● **INFORMATION PROVIDED**:
[Start of section]

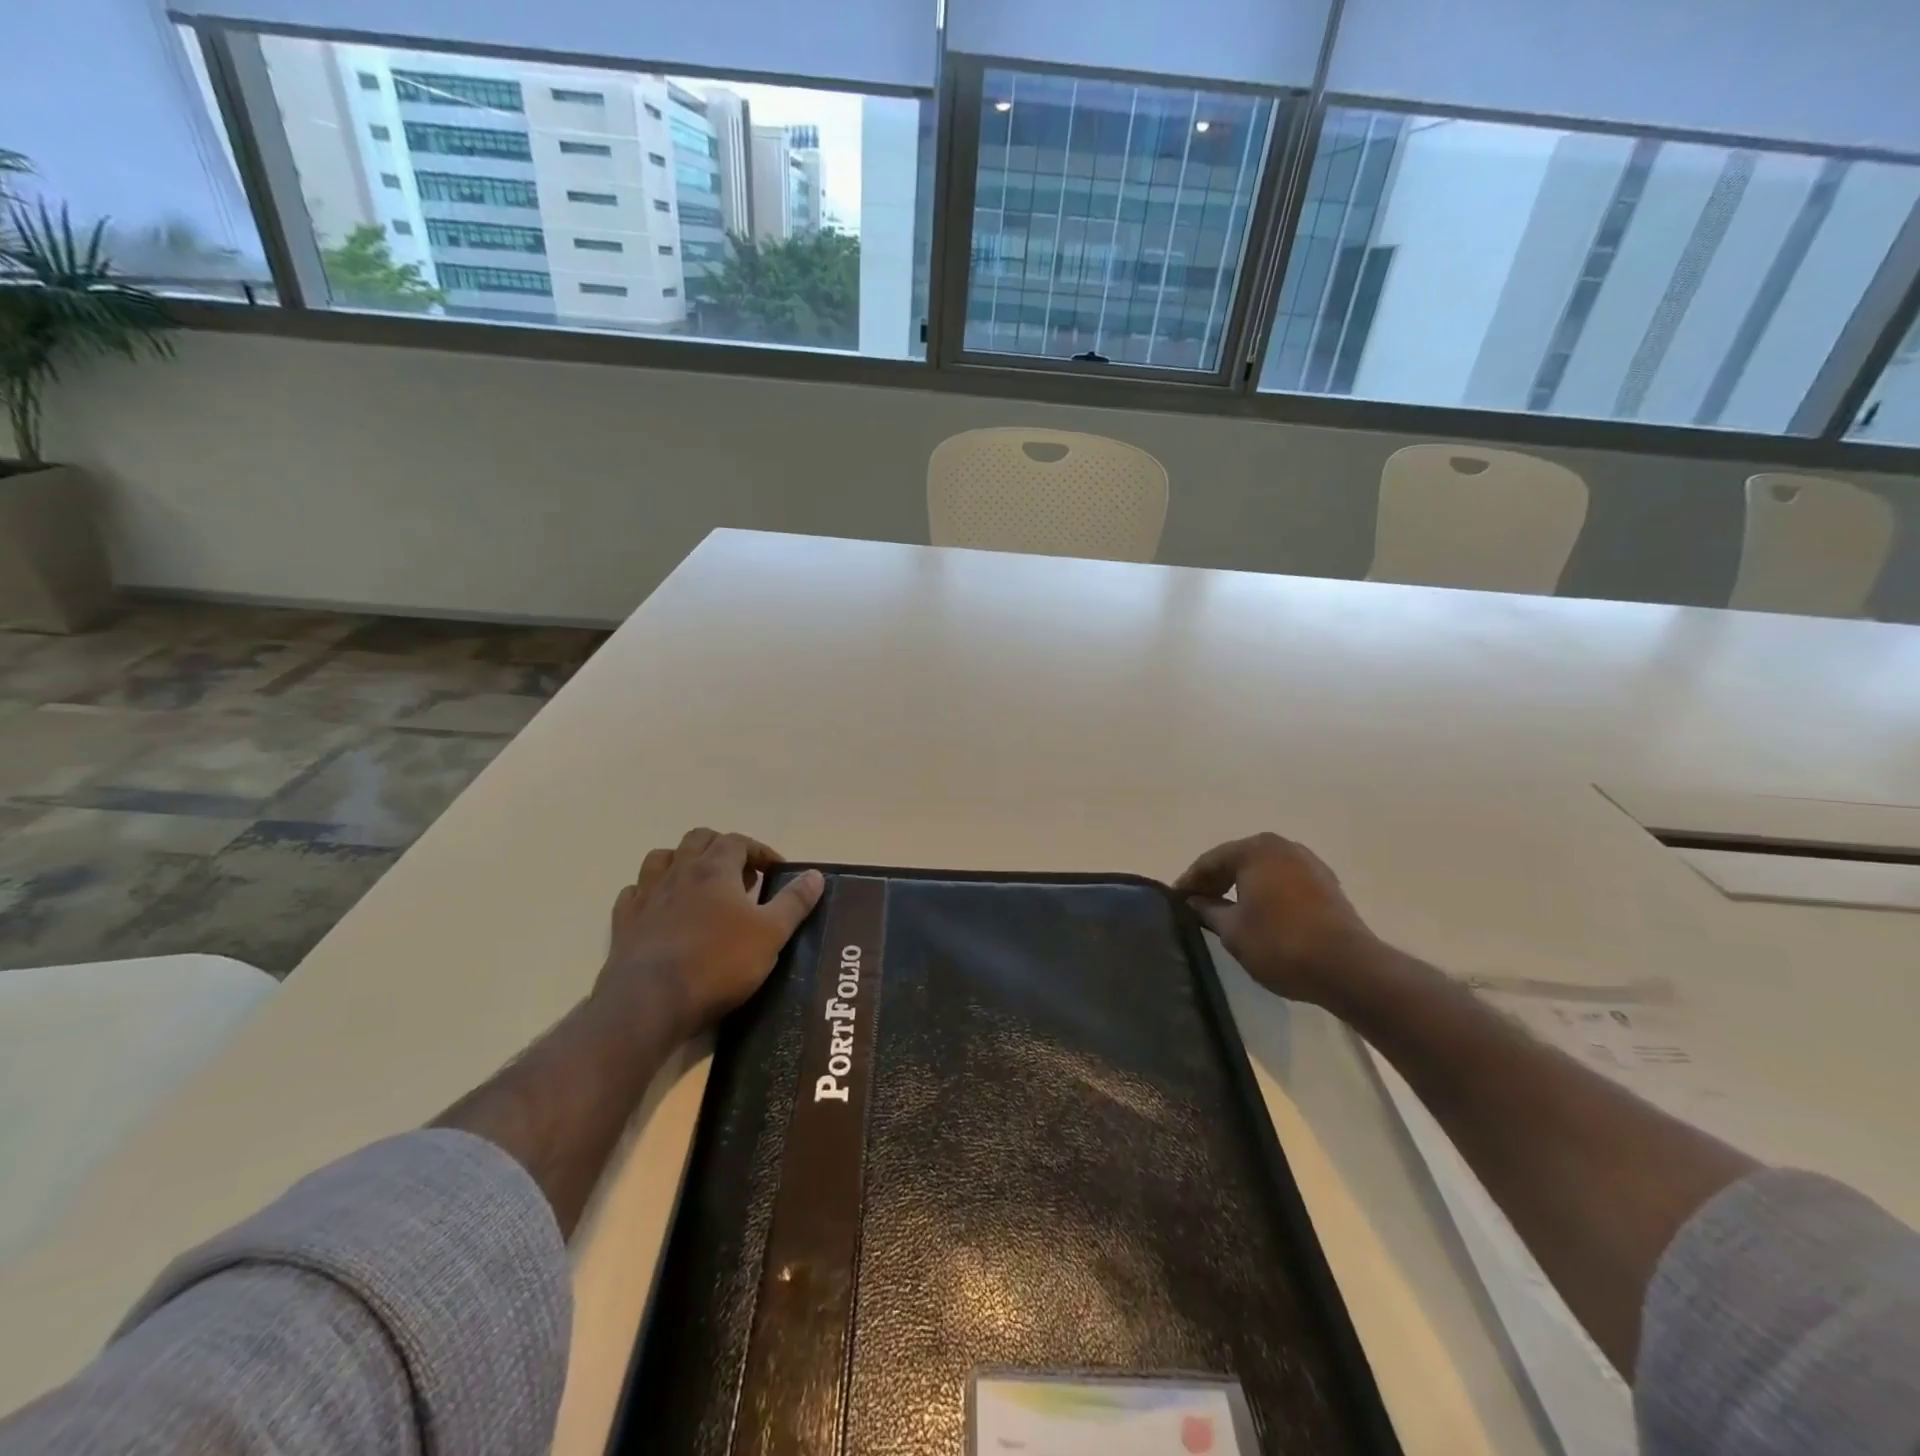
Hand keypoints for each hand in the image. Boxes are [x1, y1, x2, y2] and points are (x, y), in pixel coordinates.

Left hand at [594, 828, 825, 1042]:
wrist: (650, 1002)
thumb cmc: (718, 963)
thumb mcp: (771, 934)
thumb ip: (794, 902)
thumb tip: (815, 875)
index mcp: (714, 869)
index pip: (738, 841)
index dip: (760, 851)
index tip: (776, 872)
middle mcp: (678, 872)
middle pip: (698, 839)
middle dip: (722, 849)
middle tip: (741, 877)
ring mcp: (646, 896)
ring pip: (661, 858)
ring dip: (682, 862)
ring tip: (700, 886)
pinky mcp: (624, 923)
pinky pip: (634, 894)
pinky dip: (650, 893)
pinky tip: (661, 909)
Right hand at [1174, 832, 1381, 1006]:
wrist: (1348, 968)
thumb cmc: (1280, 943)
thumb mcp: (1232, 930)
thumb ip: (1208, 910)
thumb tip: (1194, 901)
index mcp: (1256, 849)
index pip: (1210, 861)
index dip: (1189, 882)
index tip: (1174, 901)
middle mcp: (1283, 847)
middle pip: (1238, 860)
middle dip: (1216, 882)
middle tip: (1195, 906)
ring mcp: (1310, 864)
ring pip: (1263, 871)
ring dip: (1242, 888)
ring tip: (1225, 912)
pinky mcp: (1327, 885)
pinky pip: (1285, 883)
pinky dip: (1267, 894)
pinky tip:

[End of section]

● **YOUR OBJECTIVE**:
Tally the lines in the entries above that hold the string "middle" and state the tally alone.

● **EXERCISE RESULT**:
8